Work order: Find every line below with the word "College" in it, and copy each one.

Exercise input:
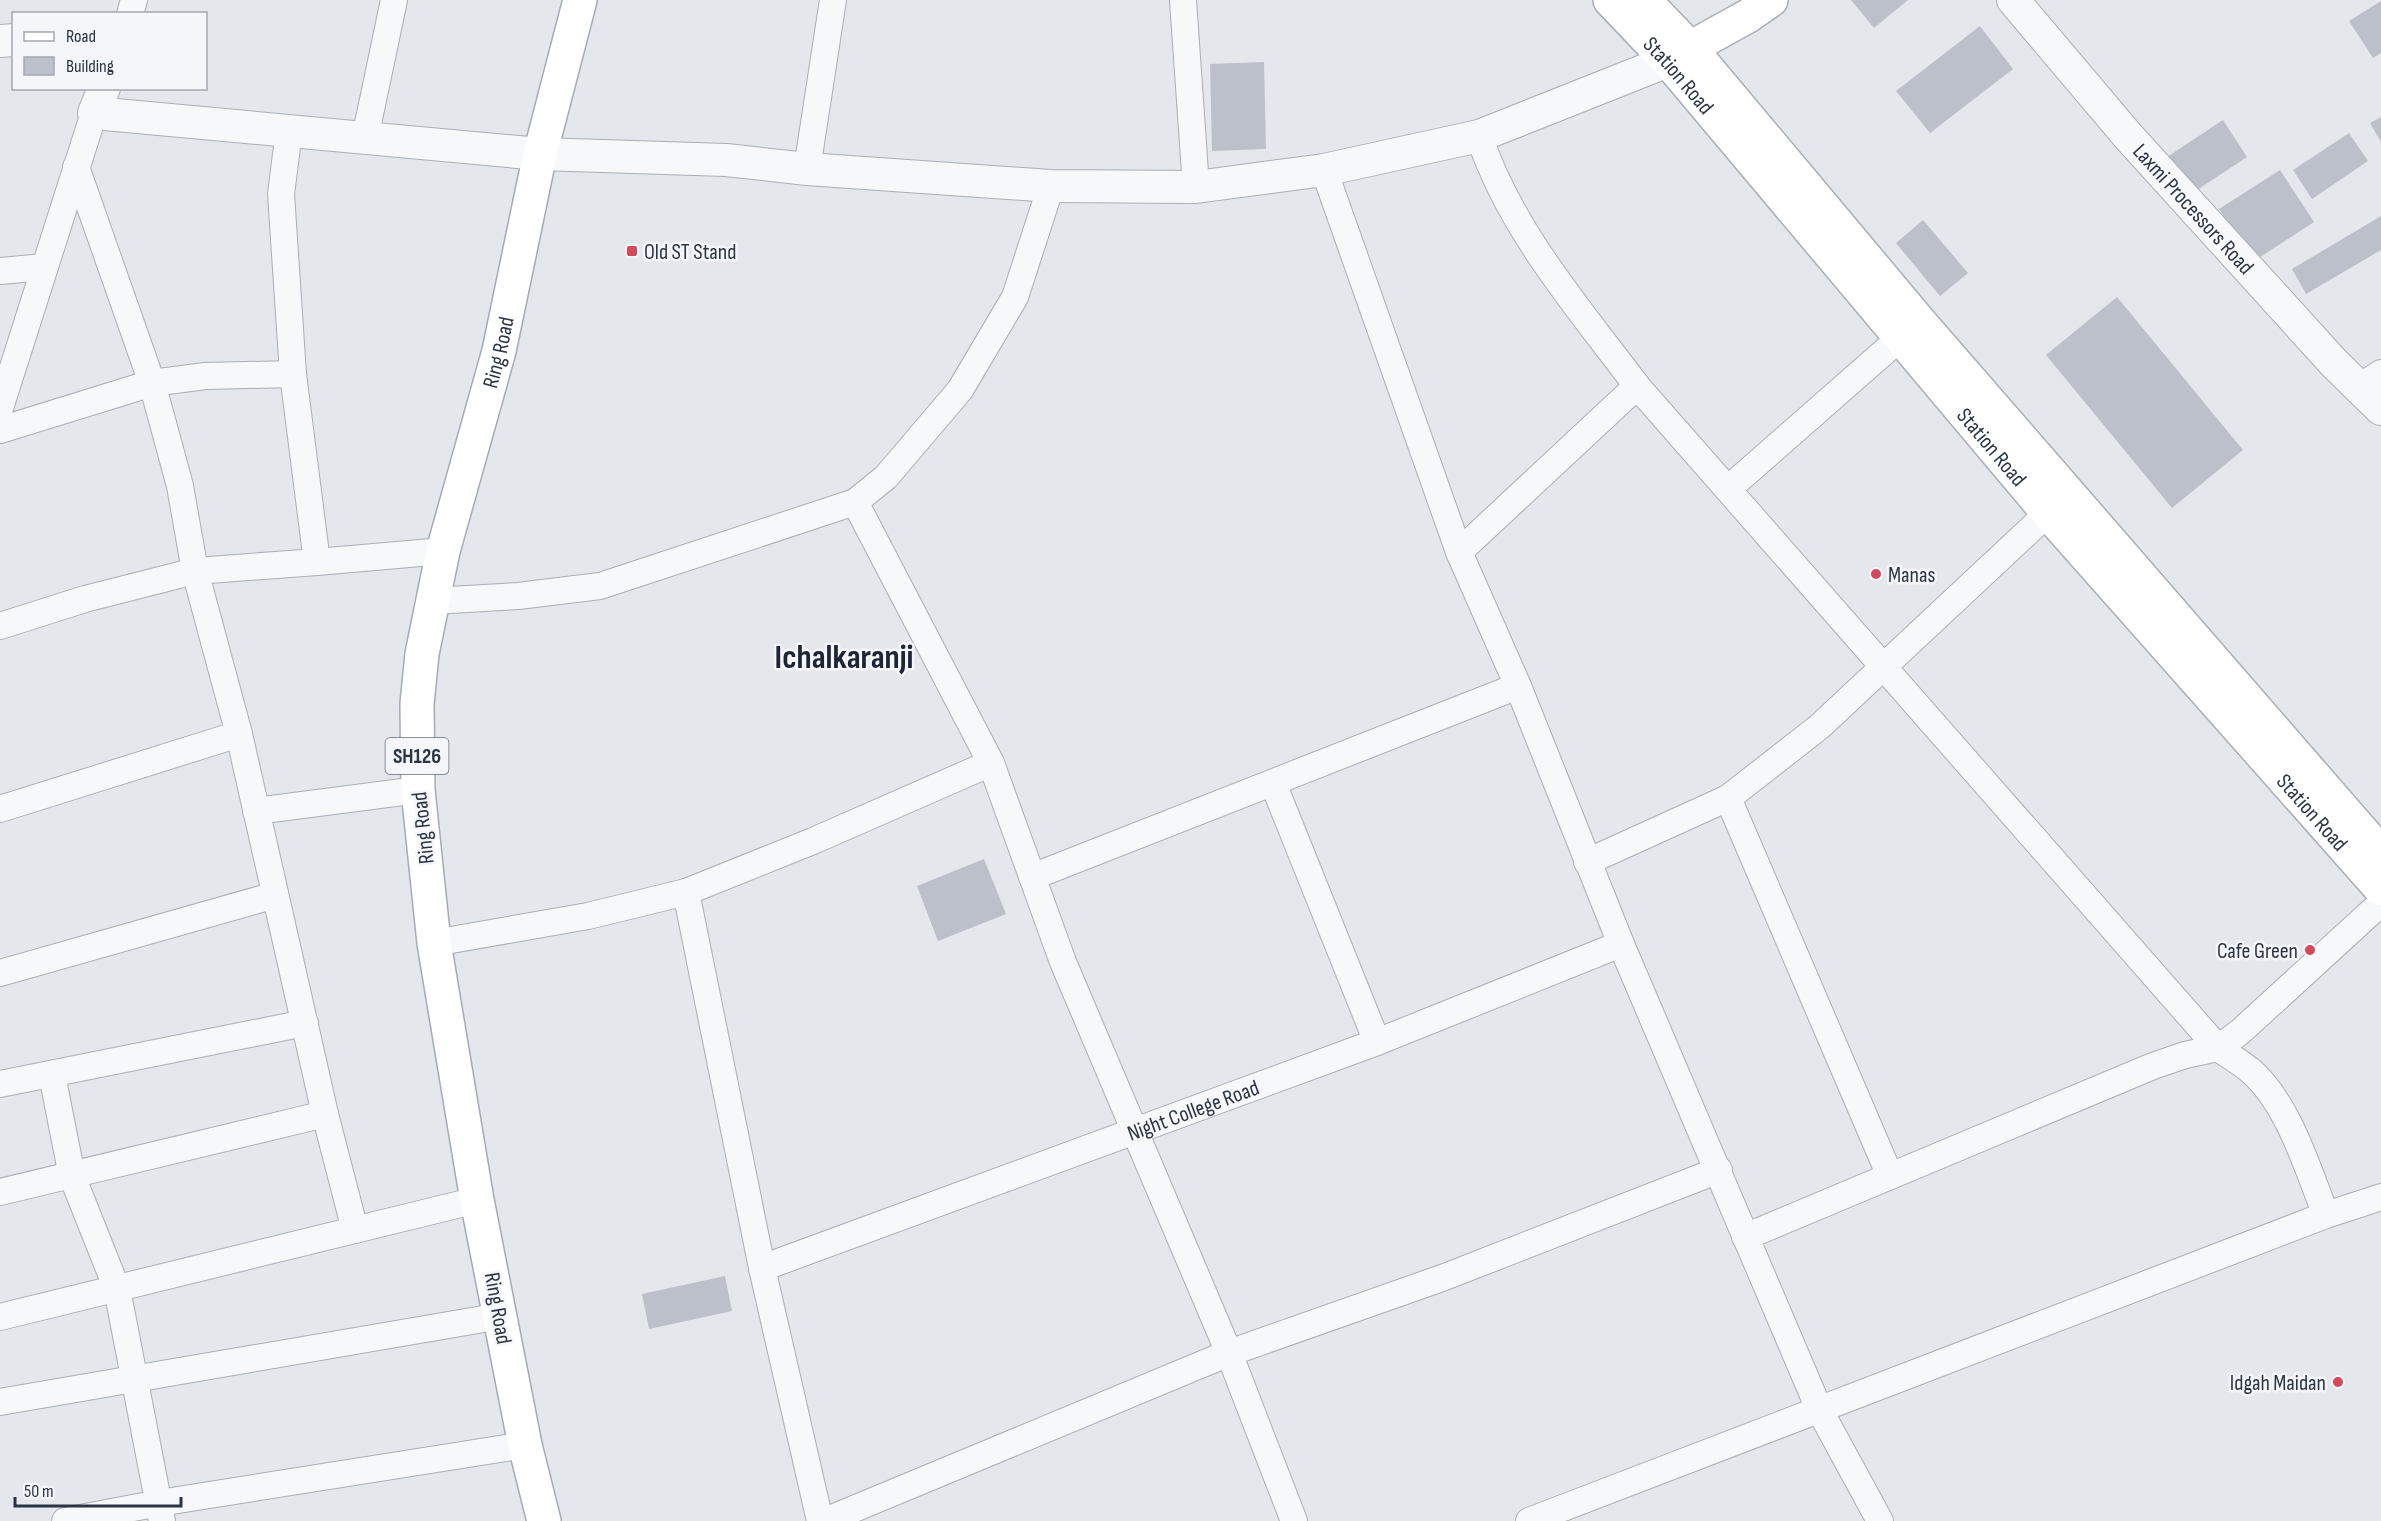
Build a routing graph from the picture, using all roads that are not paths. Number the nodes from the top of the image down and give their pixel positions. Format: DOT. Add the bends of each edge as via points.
graph roads {
  1 [pos="394,0"];
  2 [pos="580,0"];
  3 [pos="833,0"];
  4 [pos="1183,0"];
  5 [pos="1611,0"];
  6 [pos="1644,0"];
  7 [pos="1772,0"];
  8 [pos="2013,0"];
  9 [pos="1680,55"];
  10 [pos="99,101"];
  11 [pos="289,131"];
  12 [pos="1479,136"];
  13 [pos="365,138"];
  14 [pos="540,154"];
  15 [pos="76,167"];
  16 [pos="807,169"];
  17 [pos="1324,170"];
  18 [pos="1051,186"];
  19 [pos="1196,187"];
  20 [pos="44,267"];
  21 [pos="0,271"];
  22 [pos="1900,338"];
  23 [pos="293,374"];
  24 [pos="2369,380"];
  25 [pos="152,384"];
  26 [pos="1637,386"];
  27 [pos="0,408"];
  28 [pos="2381,409"];
  29 [pos="0,430"];
  30 [pos="1728,489"];
  31 [pos="855,502"];
  32 [pos="2048,513"];
  33 [pos="443,551"];
  34 [pos="1459,552"];
  35 [pos="317,562"];
  36 [pos="195,571"];
  37 [pos="433,601"];
  38 [pos="0,626"];
  39 [pos="1885,666"];
  40 [pos="1518,686"];
  41 [pos="239,734"];
  42 [pos="992,764"];
  43 [pos="1274,783"];
  44 [pos="418,790"];
  45 [pos="1728,798"];
  46 [pos="0,809"];
  47 [pos="256,812"];
  48 [pos="2381,853"];
  49 [pos="1587,862"];
  50 [pos="1032,878"];
  51 [pos="2381,889"];
  52 [pos="686,892"];
  53 [pos="275,895"];
  54 [pos="2381,903"];
  55 [pos="434,943"];
  56 [pos="1621,944"];
  57 [pos="0,974"];
  58 [pos="305,1023"];
  59 [pos="1377,1042"];
  60 [pos="2218,1048"];
  61 [pos="52,1075"];
  62 [pos="0,1084"];
  63 [pos="325,1114"];
  64 [pos="1135,1131"];
  65 [pos="1719,1170"];
  66 [pos="72,1176"];
  67 [pos="1890,1176"];
  68 [pos="0,1192"];
  69 [pos="2381,1197"];
  70 [pos="477,1200"];
  71 [pos="2326,1215"];
  72 [pos="355,1230"];
  73 [pos="1745,1237"];
  74 [pos="762,1268"];
  75 [pos="117,1289"];
  76 [pos="501,1316"];
  77 [pos="0,1317"];
  78 [pos="1228,1353"];
  79 [pos="135,1380"];
  80 [pos="0,1402"];
  81 [pos="1819,1409"];
  82 [pos="525,1445"];
  83 [pos="160,1512"];
  84 [pos="65,1521"];
  85 [pos="544,1521"];
  86 [pos="820,1521"];
  87 [pos="825,1521"];
  88 [pos="1294,1521"];
  89 [pos="1529,1521"];
  90 [pos="1880,1521"];
  1 -- 13 [label="street"];
  2 -- 14 [label="main road, Ring Road / SH126"];
  3 -- 16 [label="street"];
  4 -- 19 [label="street"];
  5 -- 9 [label="main road, Station Road"];
  6 -- 9 [label="main road, Station Road"];
  7 -- 9 [label="main road"];
  8 -- 24 [label="street, Laxmi Processors Road" via="2128,136"];
  9 -- 12 [label="street"];
  9 -- 22 [label="main road, Station Road"];
  9 -- 48 [label="main road, Station Road" via="1919,321"];
  10 -- 11 [label="street"];
  10 -- 15 [label="street"];
  11 -- 13 [label="street"];
  11 -- 23 [label="street" via="281,194"];
  12 -- 17 [label="street"];
  12 -- 26 [label="street" via="1490,166 1536,252"];
  13 -- 14 [label="street"];
  14 -- 16 [label="street" via="726,160"];
  14 -- 33 [label="main road, Ring Road / SH126" via="499,351"];
  15 -- 20 [label="street"];
  15 -- 25 [label="street"];
  16 -- 18 [label="street"];
  17 -- 19 [label="street"];
  17 -- 34 [label="street"];
  18 -- 19 [label="street"];
  18 -- 31 [label="street" via="1015,297 960,390 886,477"];
  20 -- 21 [label="street"];
  20 -- 27 [label="street"];
  22 -- 30 [label="street"];
  22 -- 32 [label="main road, Station Road"];
  23 -- 25 [label="street" via="205,376"];
  23 -- 35 [label="street"];
  24 -- 28 [label="street, Laxmi Processors Road"];
  25 -- 29 [label="street"];
  25 -- 36 [label="street" via="180,486"];
  26 -- 30 [label="street"];
  26 -- 34 [label="street"];
  30 -- 39 [label="street"];
  31 -- 37 [label="street" via="600,585 518,596"];
  31 -- 42 [label="street"];
  32 -- 39 [label="street"];
  32 -- 51 [label="main road, Station Road"];
  33 -- 35 [label="street"];
  33 -- 37 [label="main road, Ring Road / SH126"];
  34 -- 40 [label="street"];
  35 -- 36 [label="street"];
  36 -- 38 [label="street"];
  36 -- 41 [label="street"];
  37 -- 44 [label="main road, Ring Road / SH126" via="417,704"];
  39 -- 45 [label="street" via="1819,727"];
  39 -- 60 [label="street"];
  40 -- 43 [label="street"];
  40 -- 49 [label="street"];
  41 -- 46 [label="street"];
  41 -- 47 [label="street"];
  42 -- 50 [label="street"];
  42 -- 52 [label="street"];
  43 -- 50 [label="street"];
  43 -- 59 [label="street"];
  44 -- 47 [label="street"];
  44 -- 55 [label="main road, Ring Road / SH126"];
  45 -- 49 [label="street"];
  45 -- 67 [label="street"];
  47 -- 53 [label="street"];
  49 -- 56 [label="street"];
  50 -- 64 [label="street"];
  52 -- 55 [label="street" via="588,916"];
  52 -- 74 [label="street"];
  53 -- 57 [label="street"];
  53 -- 58 [label="street"];
  54 -- 60 [label="street" via="2241,1032"];
  55 -- 70 [label="main road, Ring Road / SH126"];
  56 -- 59 [label="street, Night College Road"];
  56 -- 65 [label="street"];
  58 -- 61 [label="street"];
  58 -- 63 [label="street"];
  59 -- 64 [label="street, Night College Road"];
  60 -- 67 [label="street" via="2153,1066"];
  60 -- 71 [label="street" via="2253,1072 2268,1090 2286,1118"];
  61 -- 62 [label="street"];
  61 -- 66 [label="street"];
  63 -- 66 [label="street"];
  63 -- 72 [label="street"];
  64 -- 74 [label="street, Night College Road"];
  64 -- 78 [label="street"];
  65 -- 73 [label="street"];
  65 -- 78 [label="street" via="1442,1278"];
  66 -- 68 [label="street"];
  66 -- 75 [label="street"];
  67 -- 73 [label="street"];
  69 -- 71 [label="street"];
  70 -- 72 [label="street"];
  70 -- 76 [label="main road, Ring Road / SH126"];
  71 -- 81 [label="street"];
  72 -- 75 [label="street"];
  73 -- 81 [label="street"];
  74 -- 86 [label="street"];
  75 -- 77 [label="street"];
  75 -- 79 [label="street"];
  76 -- 79 [label="street"];
  76 -- 82 [label="main road, Ring Road / SH126"];
  78 -- 87 [label="street"];
  78 -- 88 [label="street"];
  79 -- 80 [label="street"];
  79 -- 83 [label="street"];
  81 -- 89 [label="street"];
  81 -- 90 [label="street"];
  82 -- 83 [label="street"];
  82 -- 85 [label="main road, Ring Road / SH126"];
  83 -- 84 [label="street"];
}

Written answer:
  56 -- 59 [label="street, Night College Road"];
  59 -- 64 [label="street, Night College Road"];
  64 -- 74 [label="street, Night College Road"];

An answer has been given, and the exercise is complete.